— Material to process —
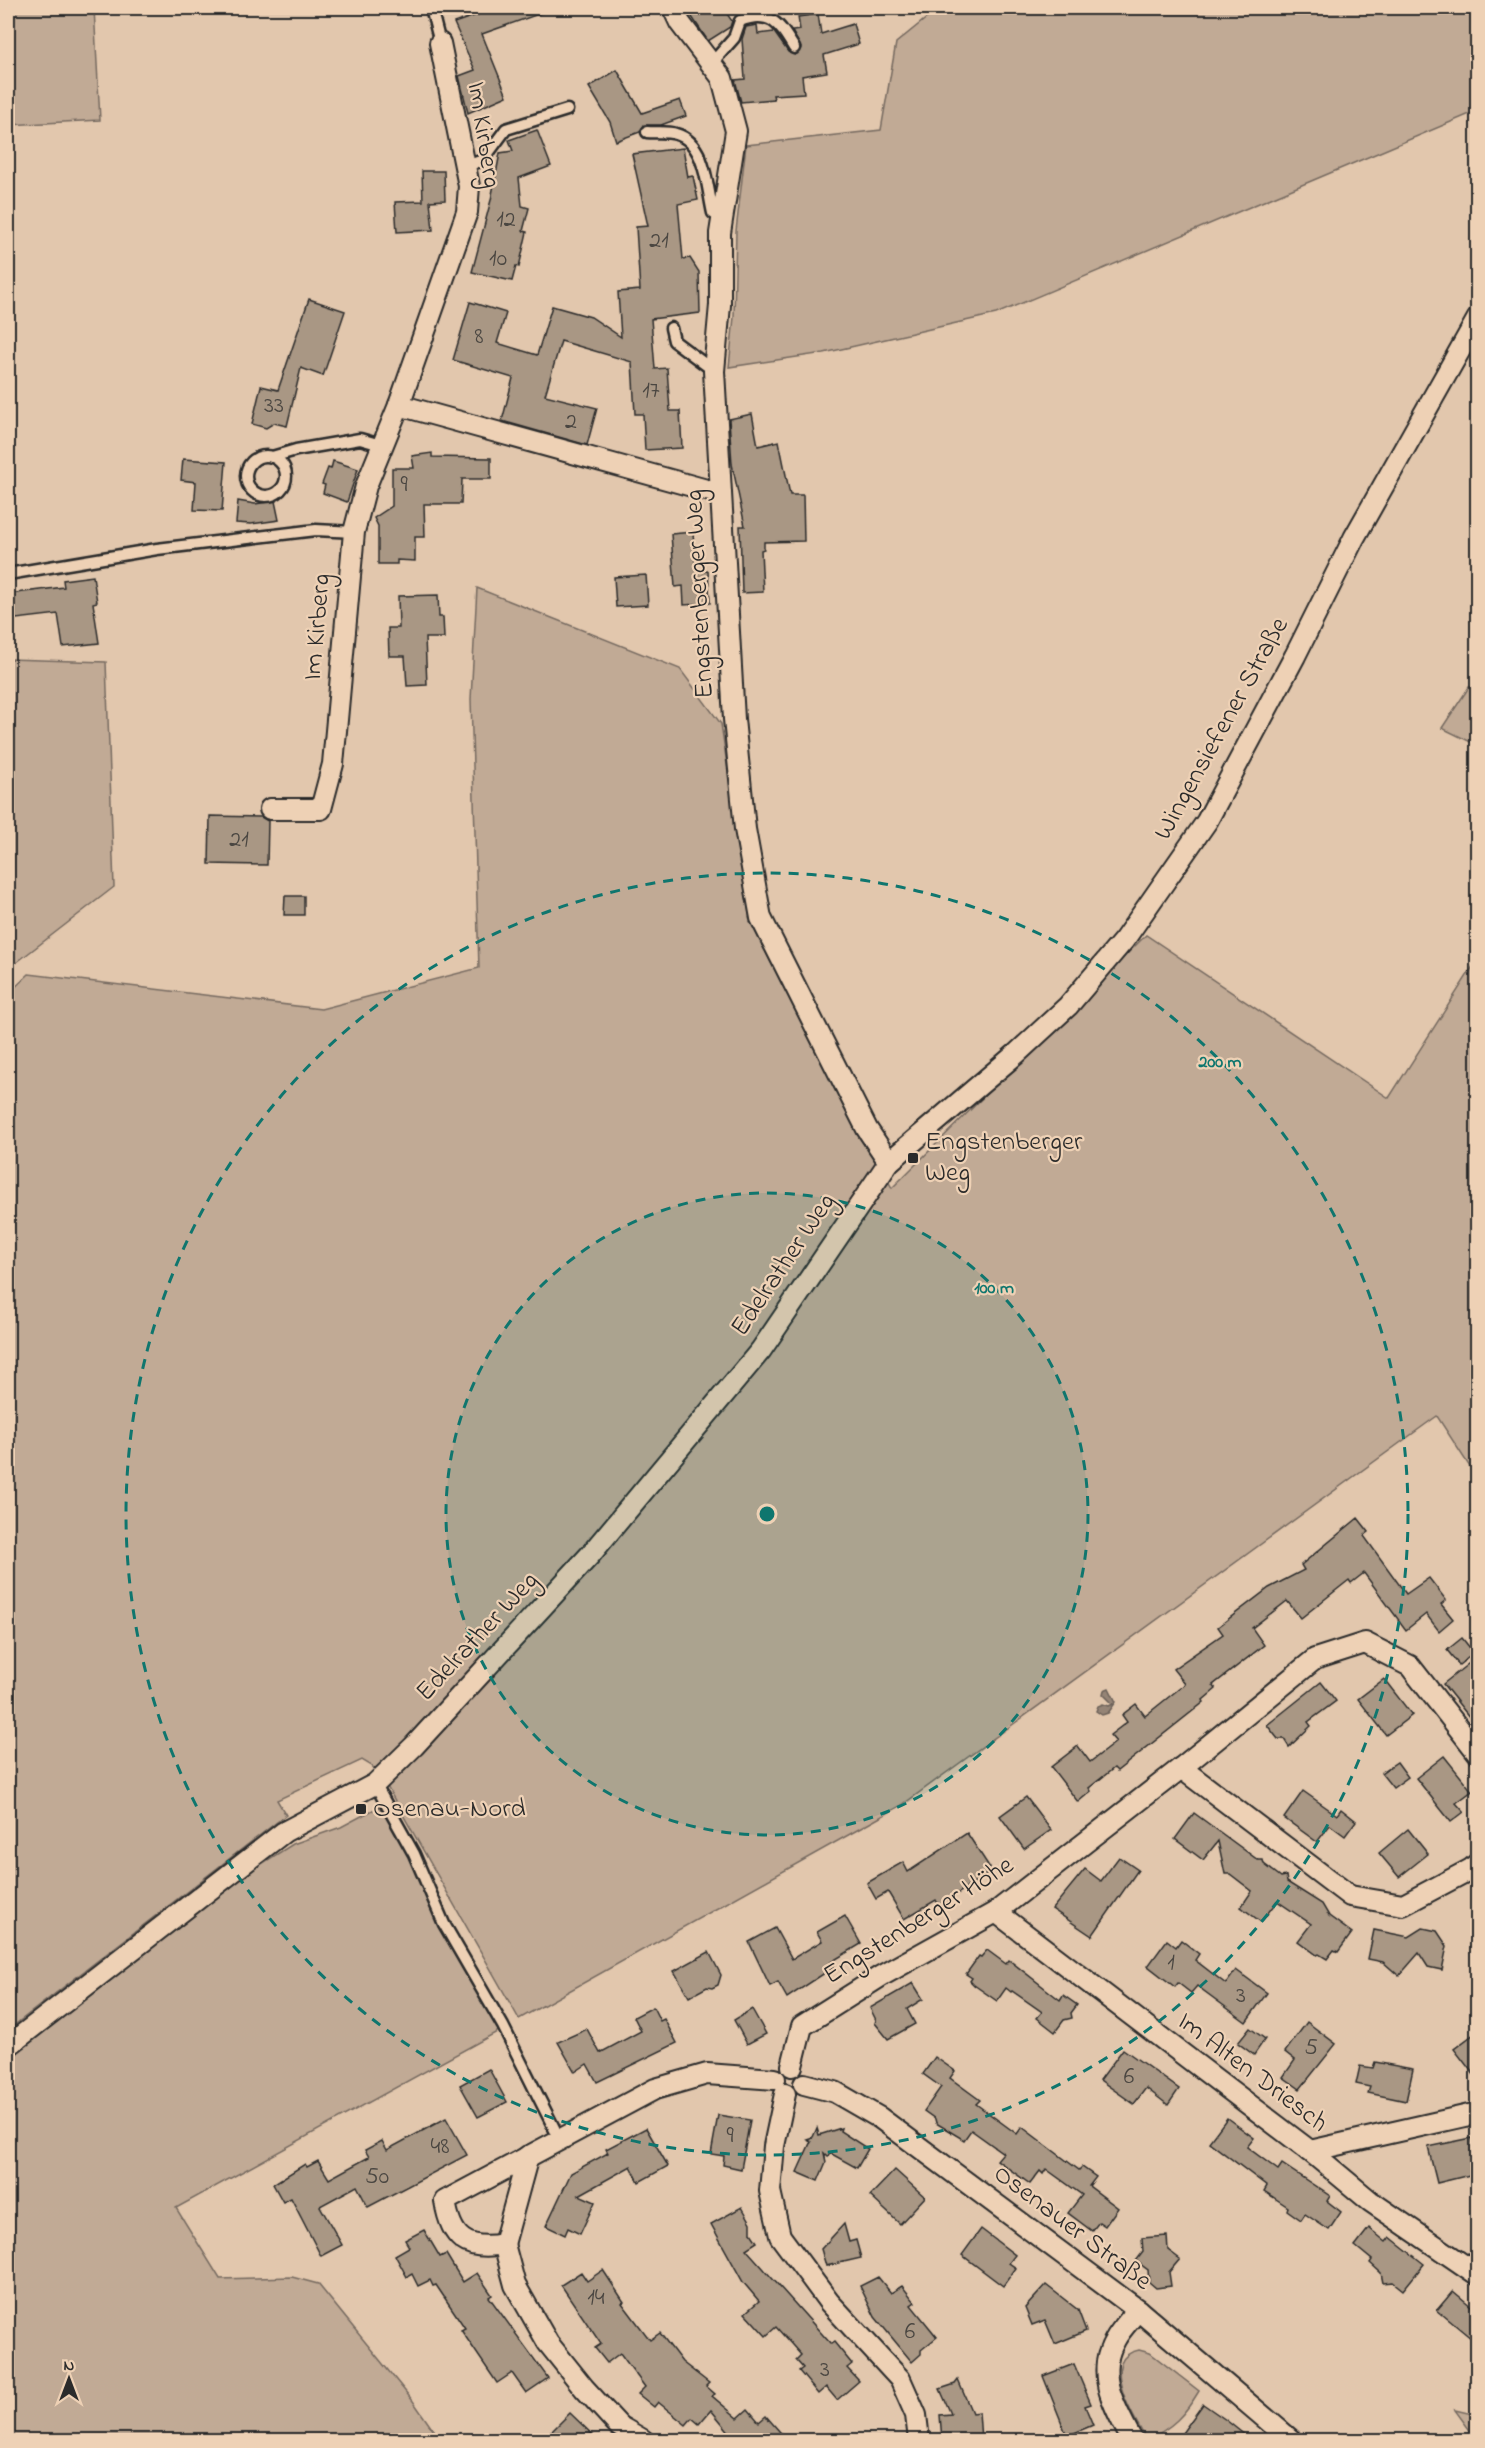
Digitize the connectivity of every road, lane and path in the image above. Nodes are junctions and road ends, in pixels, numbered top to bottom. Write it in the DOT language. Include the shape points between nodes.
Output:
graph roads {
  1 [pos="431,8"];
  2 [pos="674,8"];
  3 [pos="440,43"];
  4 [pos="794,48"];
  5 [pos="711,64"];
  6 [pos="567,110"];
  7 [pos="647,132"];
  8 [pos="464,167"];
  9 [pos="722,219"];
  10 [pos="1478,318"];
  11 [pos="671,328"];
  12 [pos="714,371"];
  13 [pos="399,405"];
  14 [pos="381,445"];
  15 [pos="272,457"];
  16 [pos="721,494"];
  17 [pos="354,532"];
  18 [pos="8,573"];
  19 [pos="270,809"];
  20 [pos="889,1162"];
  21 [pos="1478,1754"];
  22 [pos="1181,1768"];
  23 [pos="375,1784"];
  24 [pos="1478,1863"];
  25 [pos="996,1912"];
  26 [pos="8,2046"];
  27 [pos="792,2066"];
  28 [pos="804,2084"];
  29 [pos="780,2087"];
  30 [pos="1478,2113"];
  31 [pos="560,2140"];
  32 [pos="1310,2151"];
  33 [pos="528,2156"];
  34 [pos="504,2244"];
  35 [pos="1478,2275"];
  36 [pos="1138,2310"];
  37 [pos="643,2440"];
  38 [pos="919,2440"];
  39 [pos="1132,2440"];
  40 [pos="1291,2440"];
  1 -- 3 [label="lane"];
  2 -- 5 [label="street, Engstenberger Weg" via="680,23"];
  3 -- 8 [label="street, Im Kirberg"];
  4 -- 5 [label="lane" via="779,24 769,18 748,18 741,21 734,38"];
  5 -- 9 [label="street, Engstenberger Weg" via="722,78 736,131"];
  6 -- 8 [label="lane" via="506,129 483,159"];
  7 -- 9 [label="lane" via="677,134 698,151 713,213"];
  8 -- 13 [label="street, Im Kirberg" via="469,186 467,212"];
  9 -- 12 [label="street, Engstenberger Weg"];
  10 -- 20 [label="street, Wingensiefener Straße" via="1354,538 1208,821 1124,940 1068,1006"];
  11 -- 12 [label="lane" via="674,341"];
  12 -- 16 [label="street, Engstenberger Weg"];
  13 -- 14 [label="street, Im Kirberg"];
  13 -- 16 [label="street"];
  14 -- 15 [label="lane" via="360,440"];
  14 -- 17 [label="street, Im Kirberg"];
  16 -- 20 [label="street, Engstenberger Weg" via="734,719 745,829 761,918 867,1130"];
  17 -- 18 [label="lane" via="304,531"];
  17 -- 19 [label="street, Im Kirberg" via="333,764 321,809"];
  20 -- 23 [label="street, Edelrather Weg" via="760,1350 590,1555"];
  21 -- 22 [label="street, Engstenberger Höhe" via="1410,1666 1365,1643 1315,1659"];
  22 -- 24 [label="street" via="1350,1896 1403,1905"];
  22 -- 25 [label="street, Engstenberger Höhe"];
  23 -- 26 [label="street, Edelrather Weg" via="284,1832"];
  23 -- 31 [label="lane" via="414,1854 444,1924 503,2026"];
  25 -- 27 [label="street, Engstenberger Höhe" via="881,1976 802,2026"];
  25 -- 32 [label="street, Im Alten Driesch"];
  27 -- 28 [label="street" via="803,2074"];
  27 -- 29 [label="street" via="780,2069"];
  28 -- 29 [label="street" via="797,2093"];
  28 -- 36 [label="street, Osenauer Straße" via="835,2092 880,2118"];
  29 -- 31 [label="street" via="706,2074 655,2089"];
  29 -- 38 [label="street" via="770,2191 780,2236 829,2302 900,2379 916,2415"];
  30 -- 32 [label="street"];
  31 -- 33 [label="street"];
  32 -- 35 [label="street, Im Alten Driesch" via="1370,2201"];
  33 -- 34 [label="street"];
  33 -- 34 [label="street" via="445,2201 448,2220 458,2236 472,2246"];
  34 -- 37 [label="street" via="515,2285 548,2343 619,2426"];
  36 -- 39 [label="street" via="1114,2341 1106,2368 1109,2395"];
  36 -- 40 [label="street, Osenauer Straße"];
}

— Aim of the task —
In the listing above, find every line with the word "Engstenberger" and copy it.

— Result for this task —
  2 -- 5 [label="street, Engstenberger Weg" via="680,23"];
  5 -- 9 [label="street, Engstenberger Weg" via="722,78 736,131"];
  9 -- 12 [label="street, Engstenberger Weg"];
  12 -- 16 [label="street, Engstenberger Weg"];
  16 -- 20 [label="street, Engstenberger Weg" via="734,719 745,829 761,918 867,1130"];
  21 -- 22 [label="street, Engstenberger Höhe" via="1410,1666 1365,1643 1315,1659"];
  22 -- 25 [label="street, Engstenberger Höhe"];
  25 -- 27 [label="street, Engstenberger Höhe" via="881,1976 802,2026"];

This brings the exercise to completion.